Wright counts himself “unconvinced” regarding comparable claims about the United States. “No doubt slavery has played some kind of background role,” he concedes. But he sees the relationship between historical slavery and contemporary inequality as an interesting correlation, not a directly causal one. Correlating one variable with another across the centuries “isn’t the same as writing history,” he notes. “If you don’t connect the dots, you’re just groping.”

Another criticism of the “persistence” school is that it may justify passivity. If counties or countries have always been poor or unequal because of something that happened so long ago, what chance do contemporary policy makers have at deflecting the dead hand of the past?

But there is room for hope, as Wright’s own research would suggest. In “Sharing the Prize,” an economic history of the civil rights movement published in 2013, Wright found that efforts to end discrimination paid substantial, enduring benefits to black Southerners. Perhaps more surprisingly, he found that the movement benefited whites, too. Many poorer whites found that that the destruction of the old order—the end of poll taxes, for example—ushered in increased levels of public funding for schools, newfound political power, and a host of other economic, political, and educational benefits, particularly in the years immediately following the passage of the Civil Rights Act.
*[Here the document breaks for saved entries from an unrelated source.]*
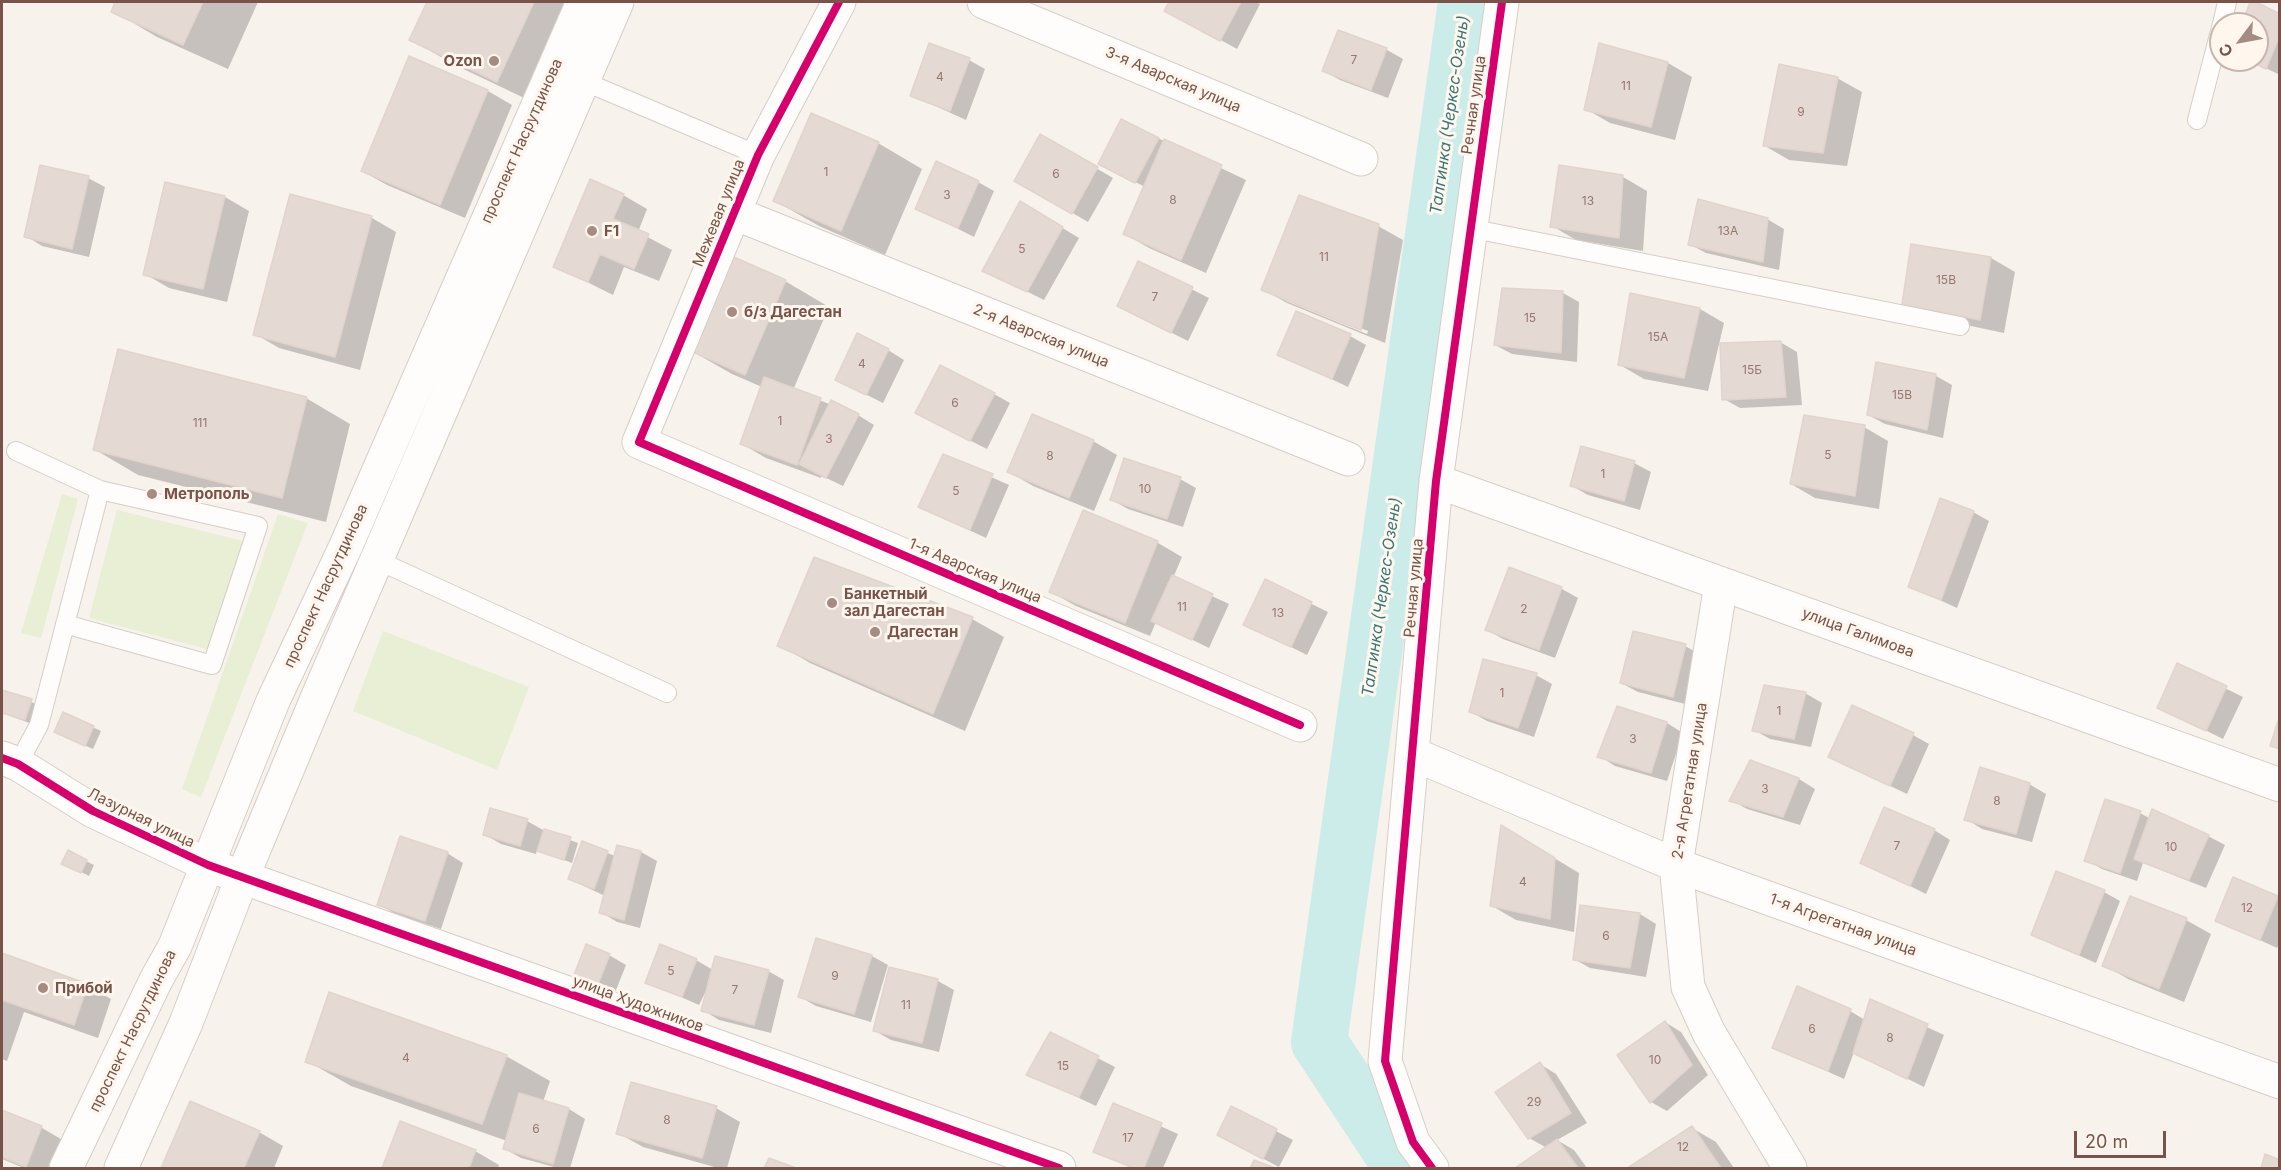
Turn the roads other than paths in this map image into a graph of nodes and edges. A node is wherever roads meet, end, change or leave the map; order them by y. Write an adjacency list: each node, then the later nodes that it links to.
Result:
1 (583, 2): 27 (street, проспект Насрутдинова)
2 (617, 2): 7 (street, проспект Насрутдинова)
3 (839, 2): 9 (street, Межевая улица)
4 (984, 2): 10 (street, 3-я Аварская улица)
5 (1502, 2): 12 (street, Речная улица)
6 (2209, 72): 8 (lane)
7 (583, 81): 9 (lane); 19 (street, проспект Насрутдинова)
8 (2197, 120)
9 (758, 155): 11 (street, Межевая улица)
10 (1361, 159)
11 (734, 213): 14 (street, Межевая улица); 16 (street, 2-я Аварская улица)
12 (1469, 228): 13 (lane); 17 (street, Речная улица)
13 (1960, 326)
14 (639, 442): 23 (street, 1-я Аварская улица)
15 (16, 451): 18 (lane)
16 (1348, 459)
17 (1436, 481): 20 (street, улица Галимова); 24 (street, Речная улица)
18 (100, 490): 21 (lane); 21 (lane)
19 (379, 561): 22 (lane); 29 (street, проспект Насрутдинова)
20 (1721, 584): 26 (street, улица Галимова); 28 (street, 2-я Агрегатная улица)
21 (65, 624): 25 (lane)
22 (667, 693)
23 (1300, 725)
24 (1413, 754): 28 (street, 1-я Агрегатная улица); 34 (street, Речная улица)
25 (10, 761): 27 (street, Лазурная улица)
26 (2280, 785)
27 (208, 865): 29 (street, улица Художников); 31 (street, проспект Насрутдинова)
28 (1676, 865): 30 (street, 1-я Агрегатная улица); 35 (street, 2-я Агрегатная улица)
29 (242, 878): 32 (street, проспект Насрутдинова); 33 (street, улица Художников)
30 (2280, 1083)
31 (66, 1168)
32 (121, 1168)
33 (1059, 1168)
34 (1432, 1168)
35 (1790, 1168)

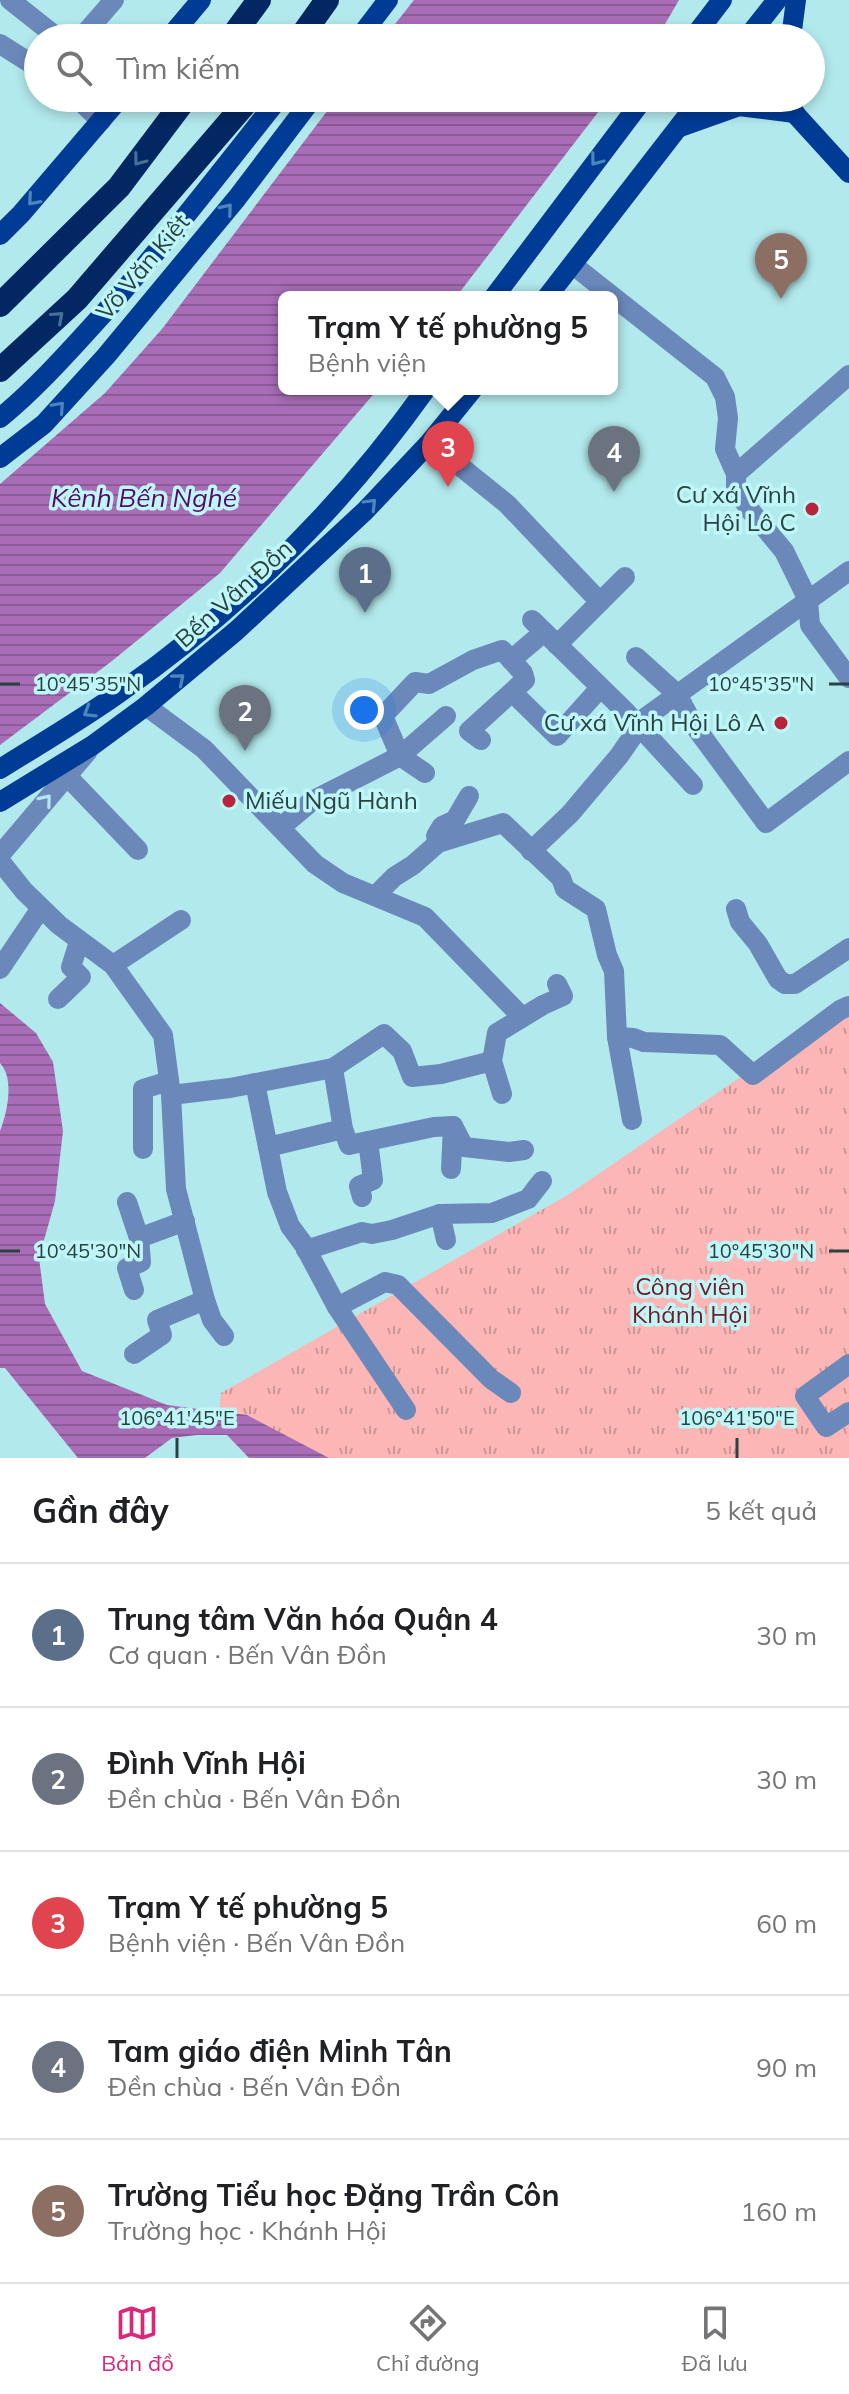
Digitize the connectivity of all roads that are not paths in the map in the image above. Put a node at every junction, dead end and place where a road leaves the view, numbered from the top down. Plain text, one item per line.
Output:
1 (10, 0) edge
2 (114, 0) edge
3 (201, 0) edge
4 (259, 0) edge
5 (327, 0) edge
6 (388, 0) edge
7 (722, 0) edge
8 (777, 0) edge
9 (796, 0) edge
10 (40, 24) edge
11 (93, 24) edge
12 (181, 24) edge
13 (241, 24) edge
14 (310, 24) edge
15 (370, 24) edge
16 (708, 24) edge
17 (758, 24) edge
18 (793, 24) edge
19 (0, 44) edge
20 (24, 59) edge
21 (92, 112) edge
22 (108, 112) edge
23 (175, 112) edge
24 (238, 112) edge
25 (268, 112) edge
26 (302, 112) edge
27 (633, 112) edge
28 (690, 112) edge
29 (722, 112) edge
30 (801, 112) edge
31 (101, 121) junction
32 (678, 128) junction
33 (849, 173) edge
34 (0, 235) edge
35 (573, 265) junction
36 (499, 291) edge
37 (552, 291) edge
38 (606, 291) edge
39 (618, 300) edge
40 (0, 305) edge
41 (0, 370) edge
42 (849, 375) edge
43 (421, 395) edge
44 (468, 395) edge
45 (0, 418) edge
46 (430, 442) junction
47 (0, 458) edge
48 (736, 474) junction
49 (849, 571) edge
50 (625, 577) dead end
51 (808, 600) junction
52 (600, 602) junction
53 (545, 632) junction
54 (636, 657) dead end
55 (511, 660) junction
56 (849, 678) edge
57 (600, 688) junction
58 (513, 693) junction
59 (677, 694) junction
60 (146, 706) junction
61 (446, 716) dead end
62 (638, 727) junction
63 (481, 740) dead end
64 (93, 745) junction
65 (400, 756) junction
66 (849, 761) edge
67 (0, 769) edge
68 (425, 773) dead end
69 (67, 776) junction
70 (693, 785) dead end
71 (469, 796) dead end
72 (0, 802) edge
73 (281, 827) junction
74 (438, 843) junction
75 (138, 850) dead end
76 (531, 851) junction
77 (0, 855) edge
78 (0, 861) edge
79 (375, 896) junction
80 (41, 908) junction
81 (736, 909) dead end
82 (181, 920) dead end
83 (79, 942) junction
84 (849, 948) edge
85 (113, 965) junction
86 (0, 969) edge
87 (557, 984) dead end
88 (58, 999) dead end
89 (849, 1006) edge
90 (522, 1017) junction
91 (617, 1037) junction
92 (492, 1061) junction
93 (333, 1068) junction
94 (255, 1083) junction
95 (170, 1088) junction
96 (502, 1094) dead end
97 (632, 1120) dead end
98 (453, 1126) junction
99 (343, 1129) junction
100 (368, 1141) junction
101 (268, 1147) junction
102 (143, 1149) dead end
103 (524, 1150) dead end
104 (451, 1169) dead end
105 (542, 1181) dead end
106 (362, 1197) dead end
107 (127, 1202) dead end
108 (440, 1214) junction
109 (185, 1221) junction
110 (139, 1238) junction
111 (446, 1240) dead end
112 (306, 1250) junction
113 (134, 1290) dead end
114 (205, 1300) junction
115 (337, 1307) junction
116 (224, 1336) dead end
117 (134, 1354) dead end
118 (849, 1364) edge
119 (511, 1393) dead end
120 (406, 1410) dead end
121 (849, 1412) edge

1 - 10 street
2 - 11 street
3 - 12 main road
4 - 13 highway
5 - 14 highway
6 - 15 main road
7 - 16 main road
8 - 17 main road
9 - 18 main road
19 - 20 street
21 - 31 street
22 - 31 main road
23 -> 40 highway
41 -> 24 highway, Võ Văn Kiệt
25 - 45 main road
47 -> 26 main road, Võ Văn Kiệt
27 -> 36 main road
28 - 32 main road
29 - 32 main road
30 - 33 main road
31 -> 34 main road
32 - 35 main road
35 - 37 main road
35 - 38 street
39 - 48 street
42 - 48 street
43 -> 67 main road, Bến Vân Đồn
44 - 46 main road, Bến Vân Đồn
46 - 52 street
60 -> 46 main road, Bến Vân Đồn
48 - 51 street
49 - 51 street
50 - 52 street
51 - 56 street
51 - 59 street
52 - 53 street
53 - 55 street
53 - 57 street
54 - 59 street
55 - 58 street
55 - 65 street
57 - 58 street
57 - 62 street
58 - 63 street
59 - 62 street
59 - 66 street
60 - 64 main road, Bến Vân Đồn
60 - 73 street
61 - 65 street
62 - 70 street
62 - 76 street
64 - 69 street
64 - 72 main road, Bến Vân Đồn
65 - 68 street
65 - 73 street
69 - 75 street
77 -> 69 street
71 - 74 street
73 - 79 street
74 - 76 street
74 - 79 street
76 - 91 street
78 - 80 street
79 - 90 street
80 - 83 street
80 - 86 street
81 - 84 street
82 - 85 street
83 - 85 street
83 - 88 street
85 - 95 street
87 - 90 street
89 - 91 street
90 - 92 street
91 - 97 street
92 - 93 street
92 - 96 street
93 - 94 street
93 - 99 street
94 - 95 street
94 - 101 street
95 - 102 street
95 - 109 street
98 - 100 street
98 - 103 street
98 - 104 street
99 - 100 street
99 - 101 street
100 - 106 street
101 - 112 street
105 - 108 street
107 - 110 street
108 - 111 street
108 - 112 street
109 - 110 street
109 - 114 street
110 - 113 street
112 - 115 street
114 - 116 street
114 - 117 street
115 - 119 street
115 - 120 street
118 - 121 street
Positive Affirmations for Liberals

That revolution, of course, is still a work in progress. As we’ve been reminded over the last two weeks by the clashes in Ferguson, Mo., between mostly black protesters and a mostly white police force, there’s a long way to go before the vestiges of slavery are fully and finally made a thing of the past. But this new body of research may help us grasp that solutions to persistent inequality will require more focused policies. Increasing the level of food stamps, as economist Paul Krugman has suggested, might help, but it is perhaps too diffuse and indiscriminate a solution.

Instead, the best way to deal with the lingering effects of dead institutions like slavery may be to create regional institutions aimed to promoting social mobility and economic growth. Georgia, for example, has tried to level the field with the “HOPE Scholarship,” which enables high schoolers with a “B” average or higher to attend in-state public colleges and universities for free and private in-state schools at a heavy discount.

Such programs, with some modifications, could go a long way toward promoting social mobility in the former slaveholding regions of the United States. That’s not to say that the problems will be easy to solve. But the progress we’ve already made, both politically and economically, would suggest that while we may live in slavery’s shadow, we are not prisoners of the past, either.

Stephen Mihm is an associate professor of history at the University of Georgia, and co-author, with Nouriel Roubini, of “Crisis Economics: A Crash Course in the Future of Finance” (2010).

This article was published online in the Boston Globe in 2014; but as of 2019 it is no longer available online, so I have added it here. I have added my own subtitles to help Sociologists navigate through Mihm’s disciplinary metaphysics and personal politics.

References

Chetty, Raj, Nathaniel Hendren, Patrick Kline, and Emmanuel Saez. 2014. “Where is the Land of Opportunity? The Geography of Intergenerational Mobility in the United States.”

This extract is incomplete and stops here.